What the task requires: Starting with the line that contains "Road topology of", copy out each line through the end of the entries below, exactly as written, and nothing else.

[[ Given information open ]]

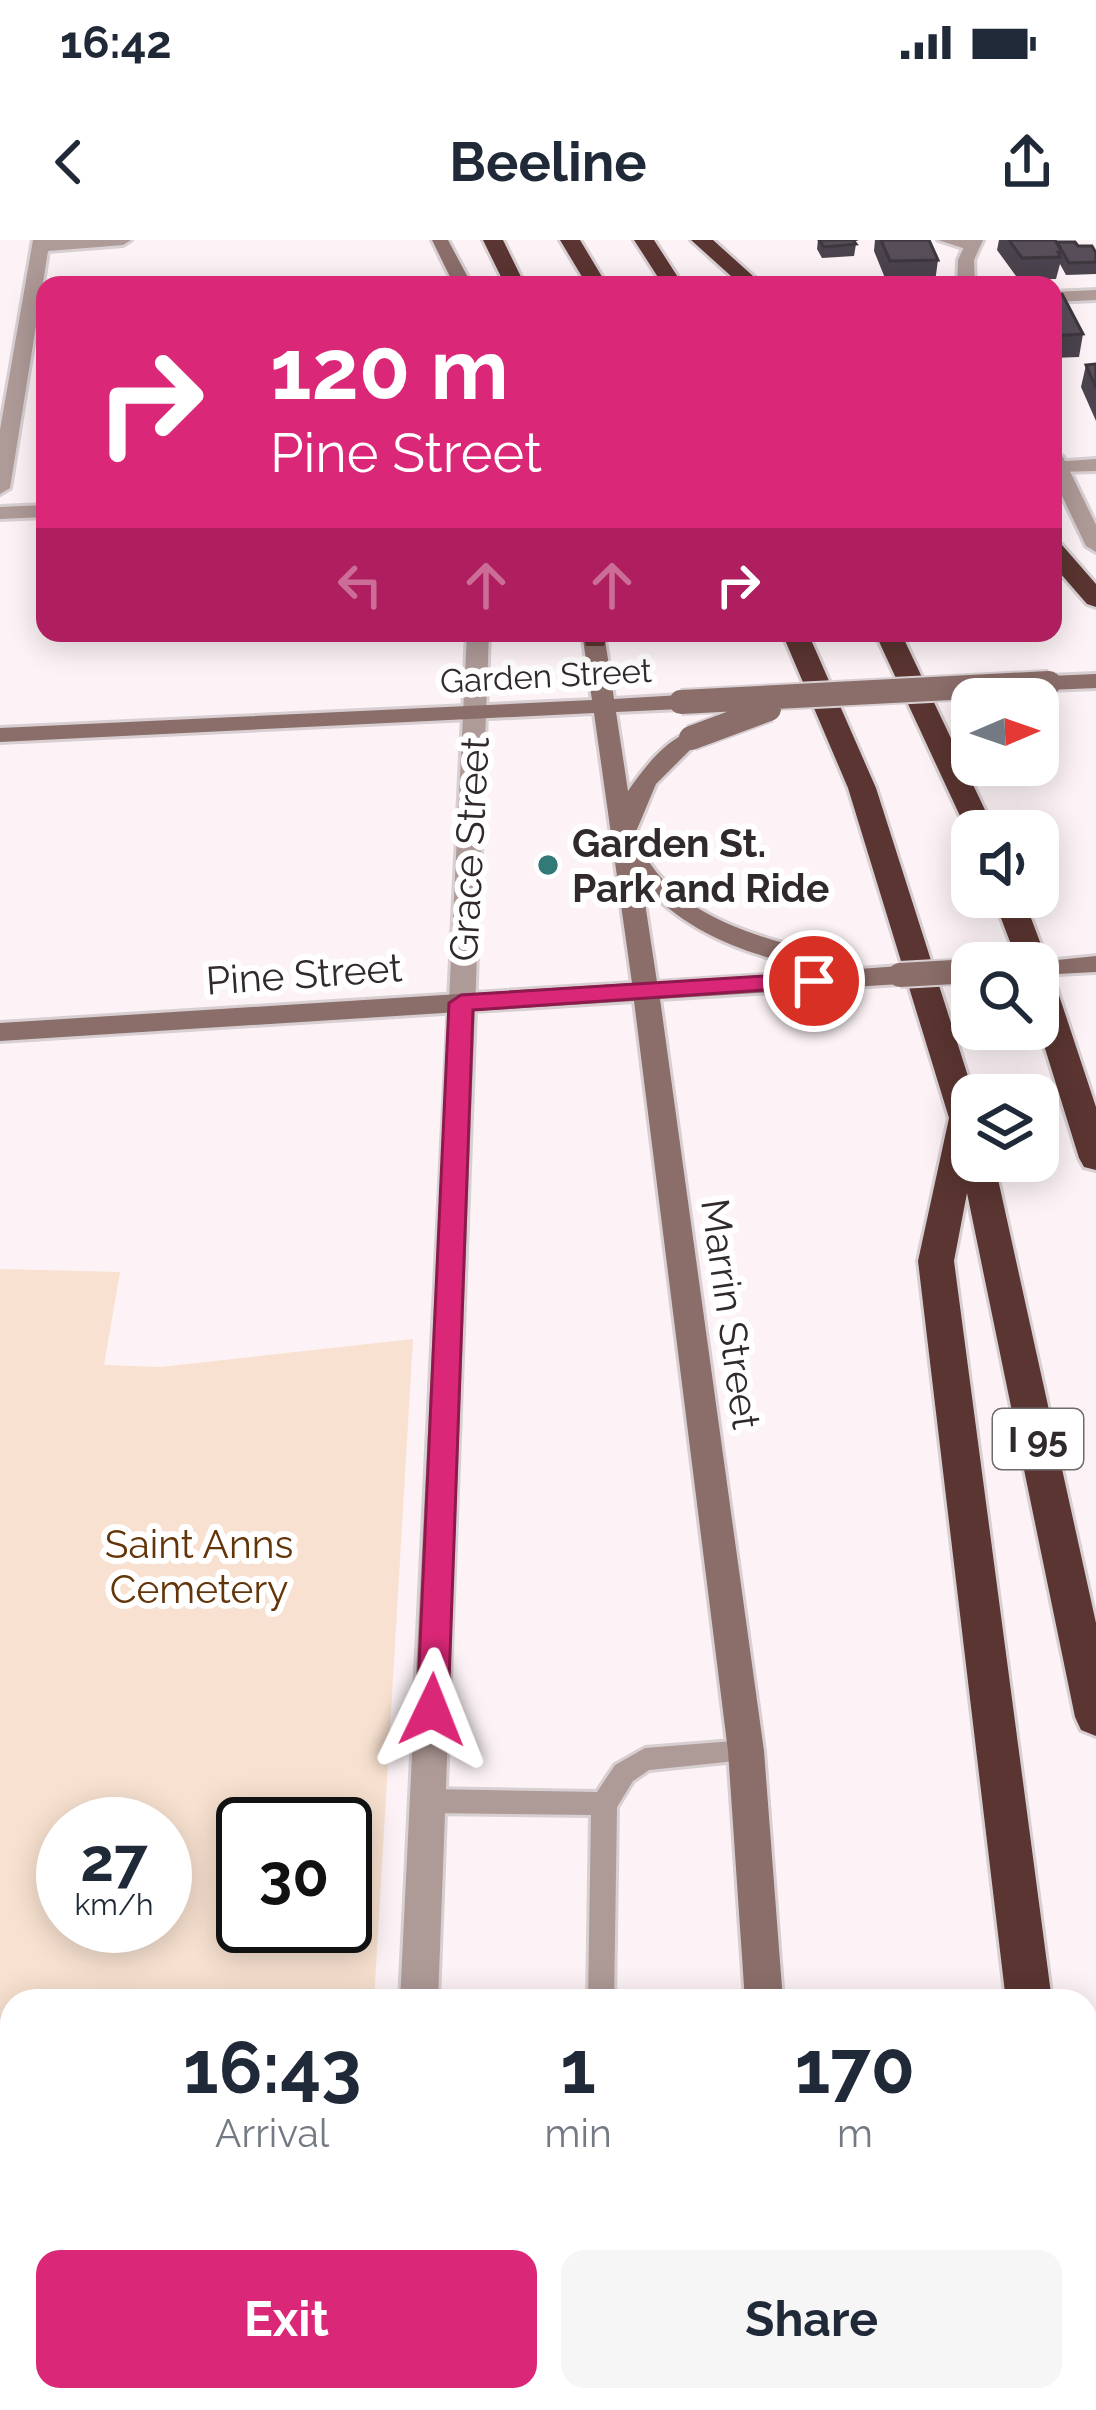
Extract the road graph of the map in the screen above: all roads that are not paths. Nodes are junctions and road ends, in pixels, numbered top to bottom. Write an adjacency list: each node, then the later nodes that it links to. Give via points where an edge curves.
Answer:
1 (123, 240): 9 (street)
2 (440, 240): 11 (main road)
3 (493, 240): 12 (highway)
4 (570, 240): 13 (highway)
5 (644, 240): 14 (highway)
6 (701, 240): 15 (highway)
7 (946, 240): 8 (street)
8 (974, 243): 16 (street)
9 (40, 244): 10 (street)
10 (39, 276)
11 (458, 276)
12 (511, 276)
13 (592, 276)
14 (667, 276)
15 (743, 276)
16 (966, 276)
17 (1096, 295): 18 (street)
18 (1062, 297)
19 (36, 336): 20 (street); 24 (street)
20 (0, 338)
21 (1062, 462): 22 (street)
22 (1096, 465)
23 (1062, 475): 27 (street)
24 (0, 488)
25 (36, 511): 26 (street)
26 (0, 513)
27 (1096, 546)
28 (1062, 560): 29 (highway)
29 (1096, 599)
30 (478, 642): 37 (street, Grace Street)
31 (595, 642): 36 (main road, Marrin Street)
32 (798, 642): 49 (highway, via 862,788)
33 (892, 642): 39 (highway)
34 (1096, 681): 35 (main road, Garden Street, bridge)
35 (839, 693): 36 (main road, Garden Street, bridge); 40 (main road, bridge, via 691,738 645,781)
36 (606, 706): 37 (main road, Garden Street); 40 (main road, Marrin Street)
37 (476, 712): 38 (main road, Garden Street); 46 (street, Grace Street)
38 (0, 735)
39 (971, 810)
40 (622, 837): 44 (main road, via 691,917 744,943); 45 (main road, Marrin Street)
41 (1096, 964): 42 (main road)
42 (1059, 965)
43 (951, 972): 44 (main road, Pine Street, bridge)
44 (900, 975): 45 (main road, Pine Street)
45 (646, 992): 46 (main road, Pine Street); 54 (main road, Marrin Street)
46 (461, 1003): 47 (main road, Pine Street); 55 (street, Grace Street)
47 (0, 1032)
48 (1059, 1043): 50 (highway)
49 (952, 1074)
50 (1096, 1158)
51 (955, 1182): 60 (highway, via 936,1261)
52 (981, 1182): 53 (highway, I 95)
53 (1096, 1717)
54 (746, 1751): 56 (lane, via 645,1760 624,1773); 59 (main road, Marrin Street)
55 (428, 1801): 56 (lane); 57 (street, Grace Street)
56 (604, 1804): 58 (lane)
57 (420, 1989)
58 (601, 1989)
59 (763, 1989)
60 (1028, 1989)

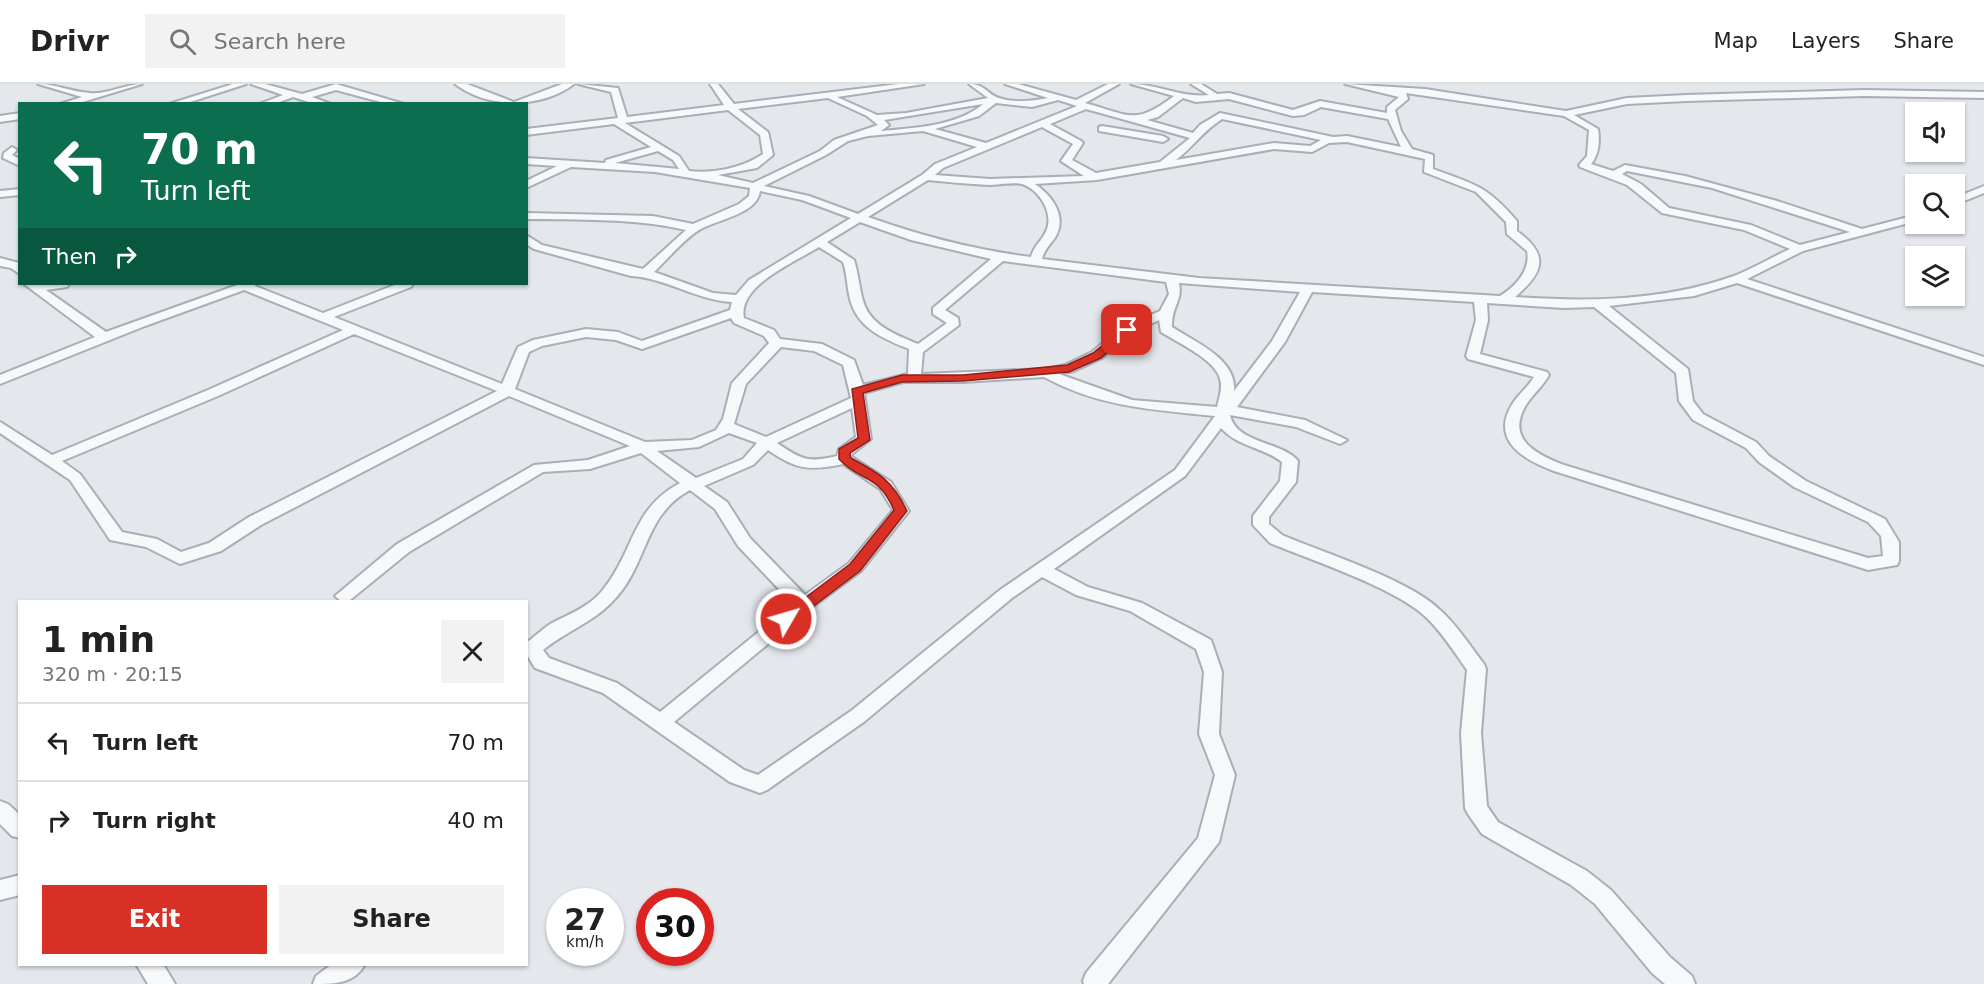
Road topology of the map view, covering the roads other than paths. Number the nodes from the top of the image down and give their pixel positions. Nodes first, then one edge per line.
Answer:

[[ Given information closed ]]

Expected answer:
Road topology of the map view, covering the roads other than paths. Number the nodes from the top of the image down and give their pixel positions. Nodes first, then one edge per line.
Answer:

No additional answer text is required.